### The problem:
Look through the data below. Pick out the lines holding the string "Заводская".

### Provided data:

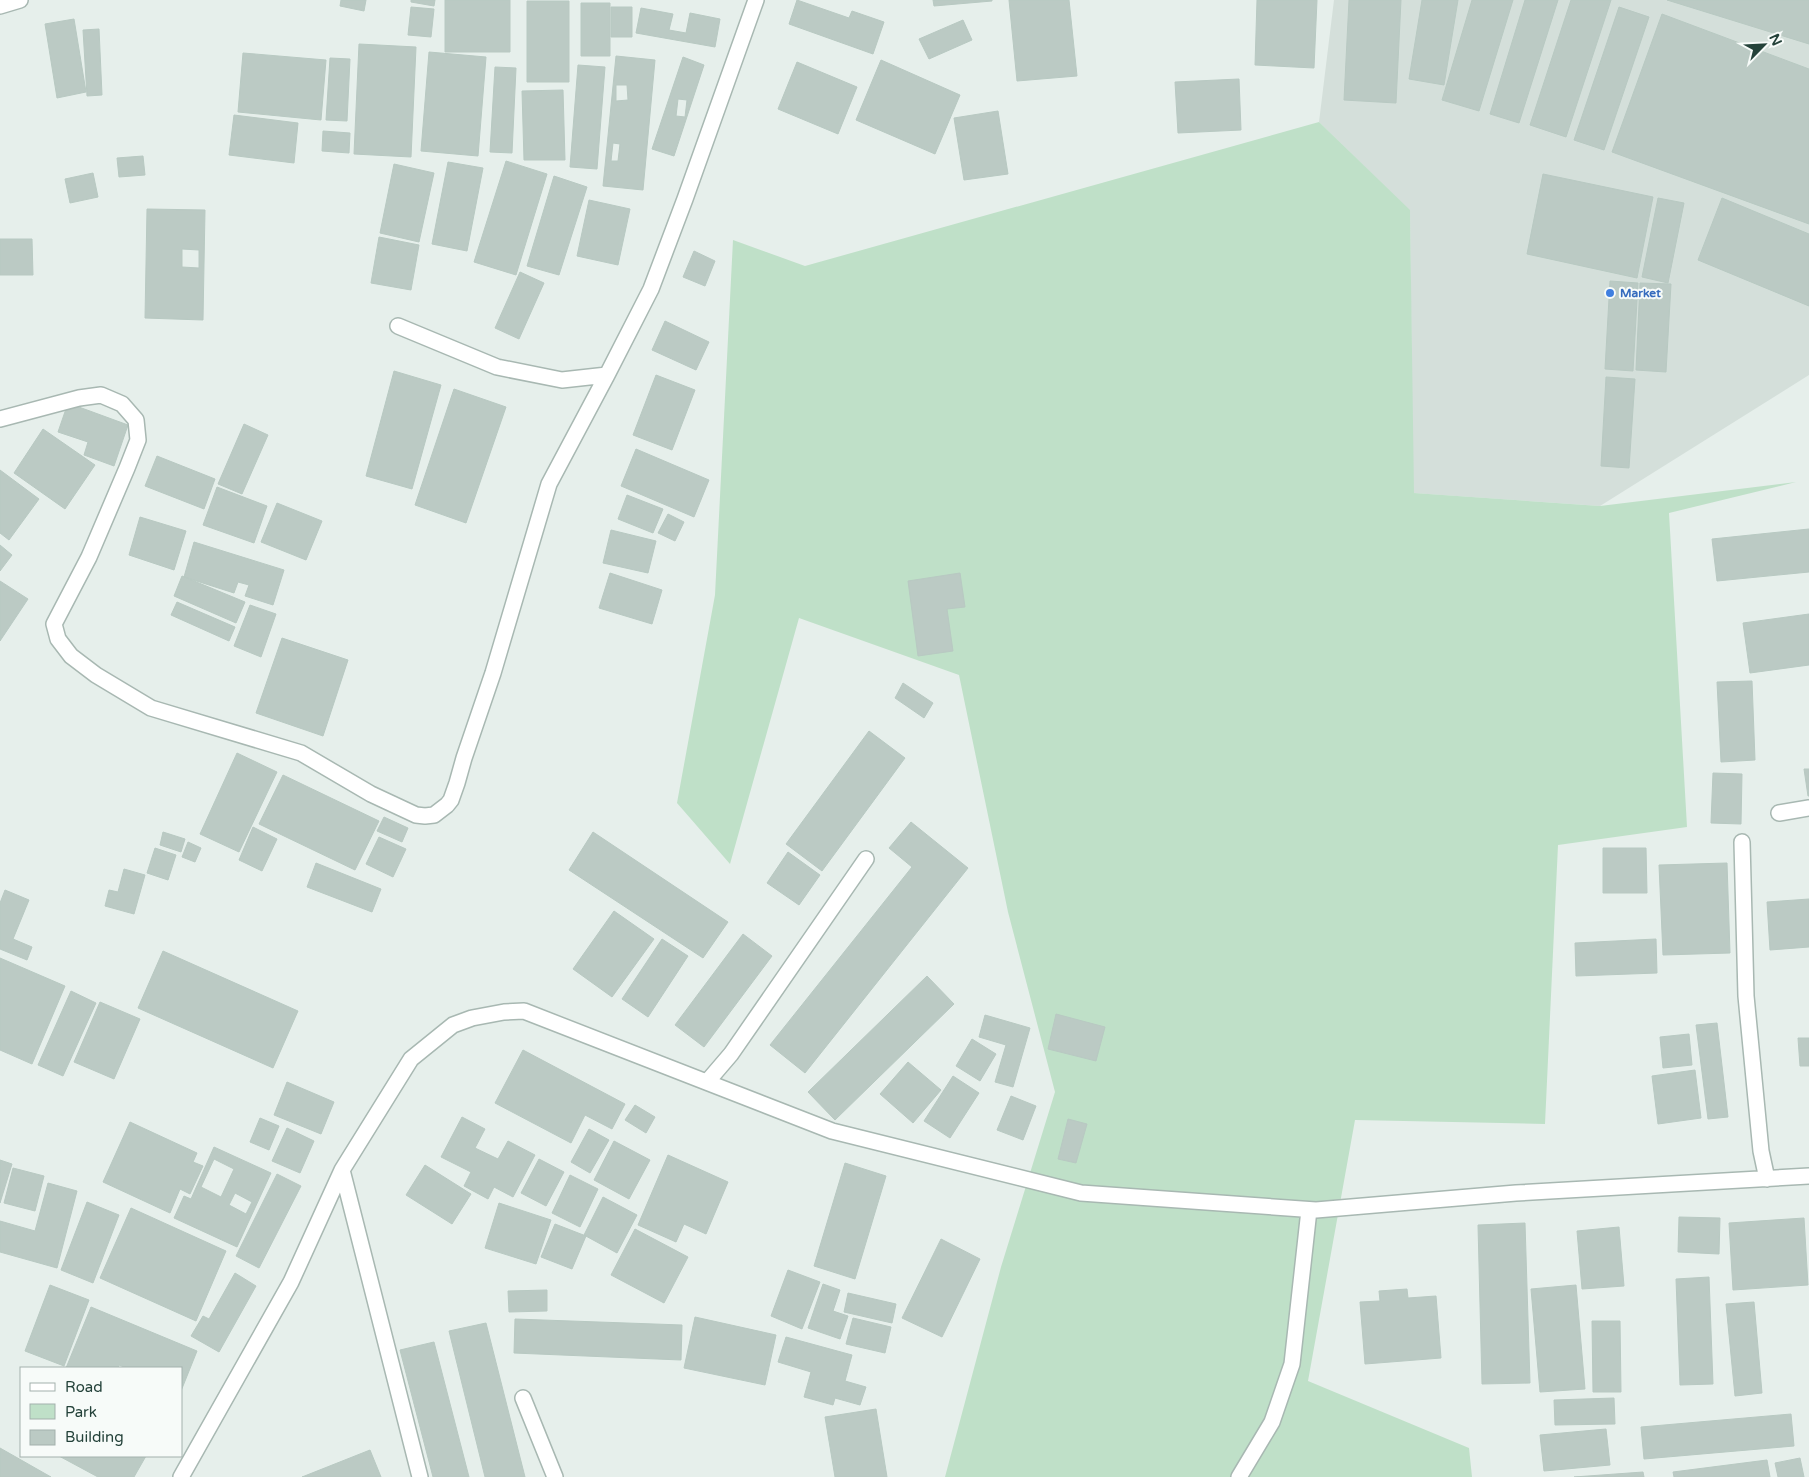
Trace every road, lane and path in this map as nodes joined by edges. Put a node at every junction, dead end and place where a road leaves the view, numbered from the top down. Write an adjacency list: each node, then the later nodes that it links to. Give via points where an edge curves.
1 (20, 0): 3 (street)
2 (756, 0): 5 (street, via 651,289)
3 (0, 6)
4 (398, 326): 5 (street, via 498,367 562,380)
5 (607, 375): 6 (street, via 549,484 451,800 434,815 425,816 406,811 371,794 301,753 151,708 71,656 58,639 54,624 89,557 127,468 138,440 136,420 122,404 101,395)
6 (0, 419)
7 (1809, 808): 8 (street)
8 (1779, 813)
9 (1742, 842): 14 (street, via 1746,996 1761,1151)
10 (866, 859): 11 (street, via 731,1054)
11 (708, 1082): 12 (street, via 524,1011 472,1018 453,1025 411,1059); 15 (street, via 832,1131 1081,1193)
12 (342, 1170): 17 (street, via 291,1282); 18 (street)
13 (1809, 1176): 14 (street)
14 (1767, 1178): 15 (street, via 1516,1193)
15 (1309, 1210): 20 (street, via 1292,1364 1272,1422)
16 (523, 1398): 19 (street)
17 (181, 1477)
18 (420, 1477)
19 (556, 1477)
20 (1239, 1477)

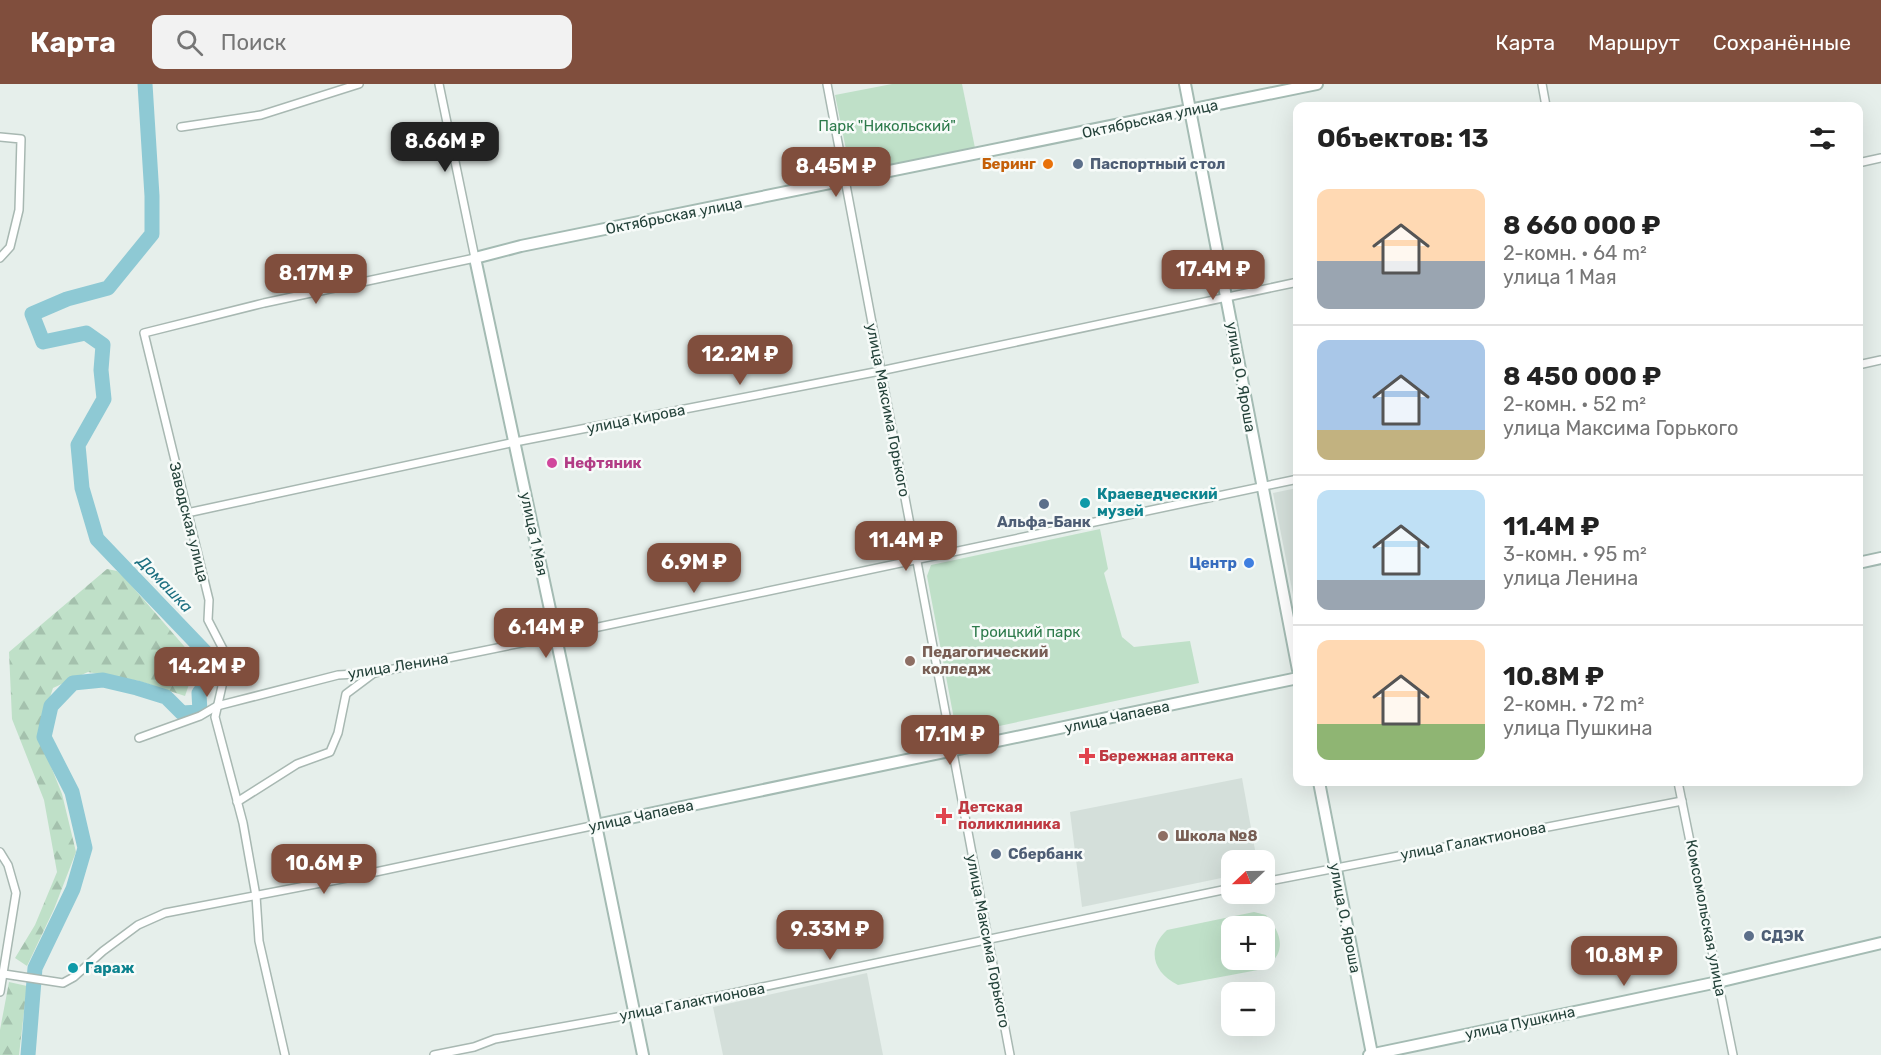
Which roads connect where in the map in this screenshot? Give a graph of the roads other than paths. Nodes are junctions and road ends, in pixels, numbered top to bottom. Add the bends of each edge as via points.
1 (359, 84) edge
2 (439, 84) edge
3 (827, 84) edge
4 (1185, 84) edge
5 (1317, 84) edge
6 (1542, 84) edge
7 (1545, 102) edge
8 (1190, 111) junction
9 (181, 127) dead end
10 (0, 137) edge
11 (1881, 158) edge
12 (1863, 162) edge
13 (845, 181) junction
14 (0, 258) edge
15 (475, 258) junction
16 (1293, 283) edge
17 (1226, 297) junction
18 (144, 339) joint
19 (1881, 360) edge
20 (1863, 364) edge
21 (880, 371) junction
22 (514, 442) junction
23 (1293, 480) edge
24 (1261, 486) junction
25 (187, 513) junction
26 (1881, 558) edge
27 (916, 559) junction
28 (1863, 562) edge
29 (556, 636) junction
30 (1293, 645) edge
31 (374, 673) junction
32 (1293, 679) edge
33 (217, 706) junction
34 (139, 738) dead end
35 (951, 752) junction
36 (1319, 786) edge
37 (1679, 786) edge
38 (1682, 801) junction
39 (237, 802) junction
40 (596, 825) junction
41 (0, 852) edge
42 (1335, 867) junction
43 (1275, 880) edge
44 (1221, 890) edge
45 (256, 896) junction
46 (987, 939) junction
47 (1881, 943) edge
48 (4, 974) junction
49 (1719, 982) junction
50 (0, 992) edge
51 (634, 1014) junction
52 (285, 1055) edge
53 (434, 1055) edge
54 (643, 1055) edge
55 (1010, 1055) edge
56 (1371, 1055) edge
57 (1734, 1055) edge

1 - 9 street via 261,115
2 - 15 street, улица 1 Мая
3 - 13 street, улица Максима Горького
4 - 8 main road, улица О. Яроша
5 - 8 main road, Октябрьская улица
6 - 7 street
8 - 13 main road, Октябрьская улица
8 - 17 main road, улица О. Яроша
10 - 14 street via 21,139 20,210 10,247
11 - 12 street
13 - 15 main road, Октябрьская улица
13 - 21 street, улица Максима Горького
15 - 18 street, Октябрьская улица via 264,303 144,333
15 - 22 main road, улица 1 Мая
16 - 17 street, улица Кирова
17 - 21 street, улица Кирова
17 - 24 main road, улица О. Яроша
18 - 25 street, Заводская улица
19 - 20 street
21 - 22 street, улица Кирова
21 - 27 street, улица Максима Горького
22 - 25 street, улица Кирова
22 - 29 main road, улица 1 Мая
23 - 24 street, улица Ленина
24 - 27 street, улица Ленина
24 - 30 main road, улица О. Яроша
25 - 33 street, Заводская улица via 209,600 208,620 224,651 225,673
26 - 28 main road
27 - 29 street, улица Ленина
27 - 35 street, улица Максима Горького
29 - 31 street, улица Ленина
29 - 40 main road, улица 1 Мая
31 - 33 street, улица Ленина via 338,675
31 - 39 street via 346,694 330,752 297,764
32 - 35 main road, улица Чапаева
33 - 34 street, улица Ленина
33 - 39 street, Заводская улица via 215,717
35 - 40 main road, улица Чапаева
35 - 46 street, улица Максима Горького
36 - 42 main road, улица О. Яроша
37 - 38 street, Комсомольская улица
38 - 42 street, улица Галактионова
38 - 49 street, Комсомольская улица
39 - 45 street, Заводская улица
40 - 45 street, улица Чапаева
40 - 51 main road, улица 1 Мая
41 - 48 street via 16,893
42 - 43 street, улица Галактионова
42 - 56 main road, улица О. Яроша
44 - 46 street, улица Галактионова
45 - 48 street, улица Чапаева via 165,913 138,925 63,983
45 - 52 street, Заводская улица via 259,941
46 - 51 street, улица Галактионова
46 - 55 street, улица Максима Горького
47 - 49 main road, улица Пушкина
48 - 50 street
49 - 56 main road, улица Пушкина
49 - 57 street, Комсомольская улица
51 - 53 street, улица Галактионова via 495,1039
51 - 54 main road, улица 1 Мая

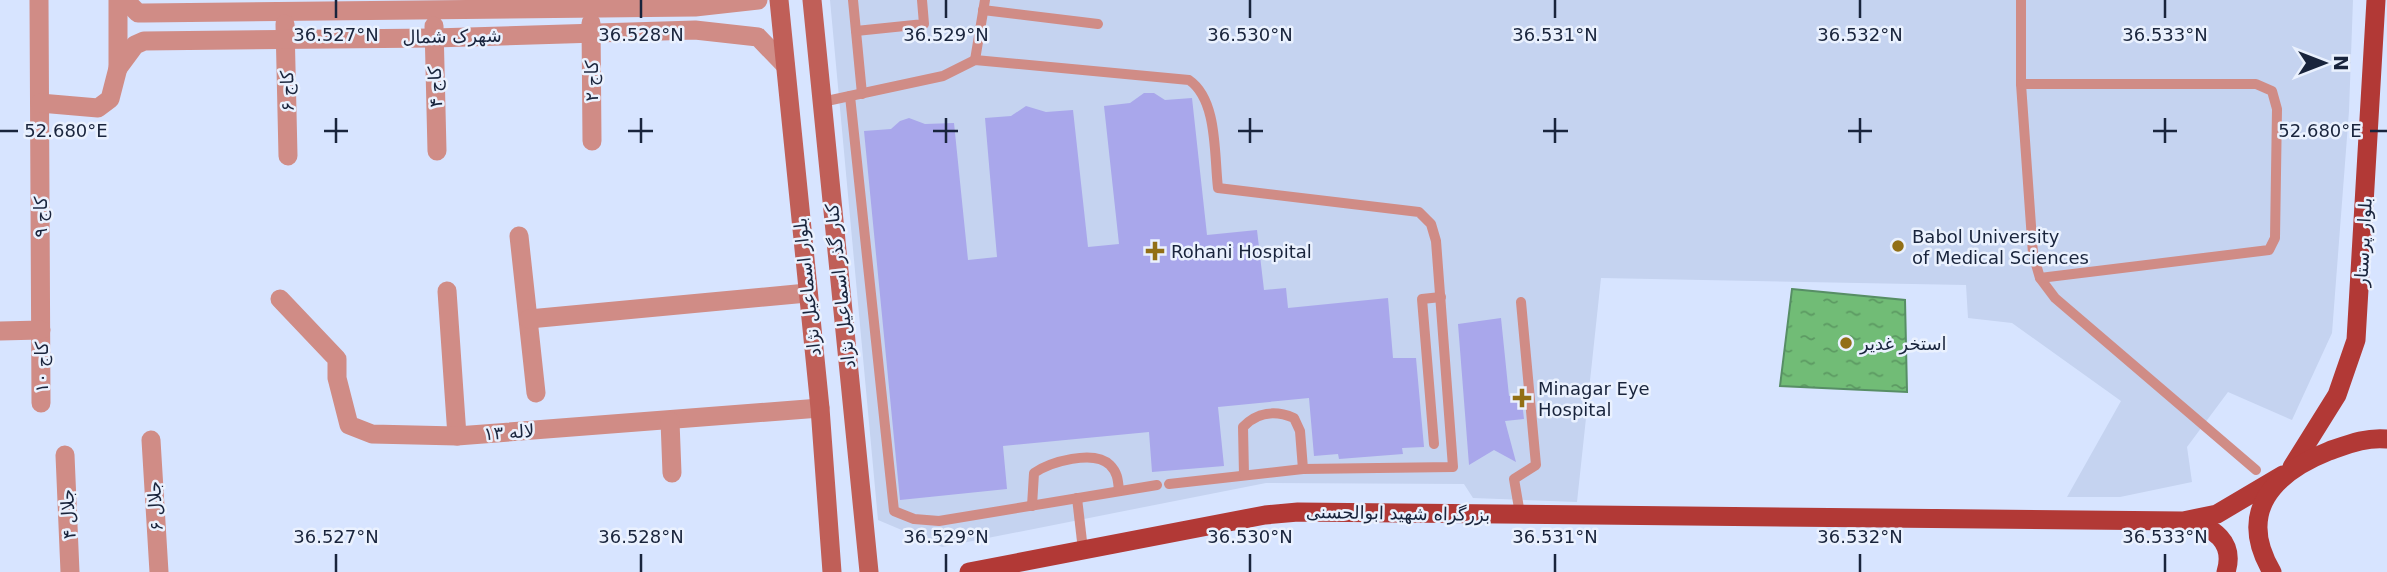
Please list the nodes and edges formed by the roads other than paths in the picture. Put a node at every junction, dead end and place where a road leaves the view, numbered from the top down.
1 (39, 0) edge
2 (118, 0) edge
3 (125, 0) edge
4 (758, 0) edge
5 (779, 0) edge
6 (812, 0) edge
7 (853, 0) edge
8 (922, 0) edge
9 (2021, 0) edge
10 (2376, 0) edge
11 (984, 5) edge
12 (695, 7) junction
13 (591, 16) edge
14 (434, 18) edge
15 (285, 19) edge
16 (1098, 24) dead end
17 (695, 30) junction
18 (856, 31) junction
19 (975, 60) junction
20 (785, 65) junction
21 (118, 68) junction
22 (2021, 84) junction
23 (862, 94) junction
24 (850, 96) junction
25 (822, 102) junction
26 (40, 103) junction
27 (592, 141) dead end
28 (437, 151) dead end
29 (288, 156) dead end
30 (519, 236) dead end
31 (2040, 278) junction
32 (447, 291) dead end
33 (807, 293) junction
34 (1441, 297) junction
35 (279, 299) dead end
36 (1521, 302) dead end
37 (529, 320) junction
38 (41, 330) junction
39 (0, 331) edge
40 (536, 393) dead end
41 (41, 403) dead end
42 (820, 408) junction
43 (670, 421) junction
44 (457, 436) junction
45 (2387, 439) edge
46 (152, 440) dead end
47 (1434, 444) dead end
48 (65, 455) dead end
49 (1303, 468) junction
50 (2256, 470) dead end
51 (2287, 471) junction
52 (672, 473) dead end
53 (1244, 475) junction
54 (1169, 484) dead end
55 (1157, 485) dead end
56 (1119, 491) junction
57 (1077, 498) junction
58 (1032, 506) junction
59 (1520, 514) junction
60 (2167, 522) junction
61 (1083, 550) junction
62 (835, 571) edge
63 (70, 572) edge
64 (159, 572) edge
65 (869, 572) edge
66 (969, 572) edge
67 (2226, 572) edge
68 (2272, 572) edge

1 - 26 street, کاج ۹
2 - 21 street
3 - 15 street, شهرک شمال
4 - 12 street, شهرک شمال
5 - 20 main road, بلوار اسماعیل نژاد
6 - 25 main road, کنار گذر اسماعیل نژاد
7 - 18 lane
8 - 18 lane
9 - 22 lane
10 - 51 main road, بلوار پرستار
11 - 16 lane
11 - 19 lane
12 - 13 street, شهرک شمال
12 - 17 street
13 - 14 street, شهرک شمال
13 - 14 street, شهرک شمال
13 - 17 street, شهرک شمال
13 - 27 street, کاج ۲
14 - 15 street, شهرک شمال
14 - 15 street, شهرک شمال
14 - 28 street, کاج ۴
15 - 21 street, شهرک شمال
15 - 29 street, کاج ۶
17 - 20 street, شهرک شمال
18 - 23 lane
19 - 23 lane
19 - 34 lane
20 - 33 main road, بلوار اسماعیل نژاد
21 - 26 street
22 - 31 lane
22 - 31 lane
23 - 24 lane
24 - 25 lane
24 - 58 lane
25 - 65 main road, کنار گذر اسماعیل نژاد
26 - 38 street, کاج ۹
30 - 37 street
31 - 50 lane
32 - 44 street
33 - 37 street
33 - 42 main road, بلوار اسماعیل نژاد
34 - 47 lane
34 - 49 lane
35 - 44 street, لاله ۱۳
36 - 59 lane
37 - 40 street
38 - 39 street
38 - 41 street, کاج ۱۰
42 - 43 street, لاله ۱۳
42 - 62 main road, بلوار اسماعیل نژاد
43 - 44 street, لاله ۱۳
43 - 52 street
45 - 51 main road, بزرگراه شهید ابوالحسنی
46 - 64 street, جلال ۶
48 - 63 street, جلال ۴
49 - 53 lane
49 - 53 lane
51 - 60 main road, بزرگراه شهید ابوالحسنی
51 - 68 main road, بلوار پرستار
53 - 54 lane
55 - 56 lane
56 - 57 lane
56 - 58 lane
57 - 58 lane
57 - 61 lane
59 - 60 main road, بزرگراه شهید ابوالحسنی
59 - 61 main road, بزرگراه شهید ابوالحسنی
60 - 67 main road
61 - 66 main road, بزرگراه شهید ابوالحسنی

### Written answer:
18 - 25 street, Заводская улица
25 - 33 street, Заводская улица via 209,600 208,620 224,651 225,673
33 - 39 street, Заводская улица via 215,717
39 - 45 street, Заводская улица
45 - 52 street, Заводская улица via 259,941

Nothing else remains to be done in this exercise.